The question now is how sustainable this recent rotation will be. Similar rotations in the last five years have proved transitory, but there are some notable metrics that would suggest the recent rotation has a higher probability of being sustained. These include:

  • The magnitude of the price swing of this rotation is significant enough to represent a shift in market leadership.
  • The valuation difference between large-cap tech stocks and the rest of the market, measured by price-to-earnings and price-to-cash flow ratios, is historically wide, favoring a reversion to the mean.
  • The prior earnings superiority of large-cap tech stocks, notably the “Magnificent 7”, compared to the rest of the stock market has been narrowing this quarter. Importantly, by early 2025 earnings growth rates for the Magnificent 7 and the other 493 stocks in the S&P 500 Index should be nearly equal.
  • While I embrace the productivity potential from artificial intelligence, there is a growing mismatch between mentions of AI and actual spending on AI. This potentially creates unusually high expectations that AI-related stocks will keep raising forward earnings and revenue guidance needed to keep up their outsized stock price gains.

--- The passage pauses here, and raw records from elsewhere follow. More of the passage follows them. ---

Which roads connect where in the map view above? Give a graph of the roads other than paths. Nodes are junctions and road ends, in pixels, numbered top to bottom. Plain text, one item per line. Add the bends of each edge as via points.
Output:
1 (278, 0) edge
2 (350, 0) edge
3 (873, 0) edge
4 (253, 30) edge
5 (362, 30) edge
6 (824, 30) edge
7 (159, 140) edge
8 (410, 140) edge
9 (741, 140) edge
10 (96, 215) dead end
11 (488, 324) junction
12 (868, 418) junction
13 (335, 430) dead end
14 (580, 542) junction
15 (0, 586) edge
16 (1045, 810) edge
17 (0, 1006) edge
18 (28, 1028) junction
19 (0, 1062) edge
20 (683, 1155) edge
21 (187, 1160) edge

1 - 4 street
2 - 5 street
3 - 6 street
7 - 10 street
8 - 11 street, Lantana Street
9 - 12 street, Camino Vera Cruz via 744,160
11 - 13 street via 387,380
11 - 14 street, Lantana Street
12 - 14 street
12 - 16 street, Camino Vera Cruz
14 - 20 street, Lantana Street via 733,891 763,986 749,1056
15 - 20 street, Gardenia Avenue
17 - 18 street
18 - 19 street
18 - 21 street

In a short period of time, we have witnessed a significant rotation in stock market leadership, as shown in the following table.

  Index Total Returns from 7/10/2024 – 8/16/2024
S&P 500 Index -1.3%
S&P 500 Equal Weighted Index +3.4%
Bloomberg Magnificent 7 Price Return Index -9.6%
Russell 2000 Index +4.5%

Source: Bloomberg

This rotation may have meaningful implications for portfolio construction.

  1. Greater stock market participation among a larger number of stocks bodes well for balanced and actively managed portfolios. This contrasts with the highly-concentrated stock market returns in the first six months of this year where less than a quarter of the S&P 500 constituents outperformed the actual index. This is one of the lowest measures of stocks exceeding the index in the last 40 years, as shown in the following chart.

    Record Low Percentage of Stocks Outperforming the S&P 500 Index

    Record Low Percentage of Stocks Outperforming the S&P 500 Index
    Source: Apollo; Bloomberg, Apollo Chief Economist. Note: Annual data is from January 1 to December 31 for each year. The 2024 data is as of July 2, 2024 (year-to-date).
  2. Small and mid-cap stocks may well be in the early innings of a multi-year rally.
  3. Portfolios which pay greater heed to valuation have better potential in a return-seeking and risk-mitigating market environment.
  4. While maintaining a decided bias to U.S. stocks in an overall asset allocation continues to be a strong strategy, monitoring the possible valuation opportunities in non-U.S. stocks also deserves attention.
  5. The first half of 2024 witnessed generally flat returns in the bond market, but as interest rates have modestly declined, bond returns have been positive in July and yield opportunities, net of inflation, are modestly positive.

As I look ahead to the coming months, the upcoming election will garner considerable focus on its potential impact on the markets. Fortunately, in my investment career, I have experienced eight presidential elections and about six bear markets. Throughout those years, the primary emphasis has been on highlighting micro factors, notably the ability of resilient companies to create shareholder value through sound capital allocation. Having a perspective of macro factors, including elections, assists in understanding where the risks are. Combining the micro with the macro enhances overall portfolio decision-making.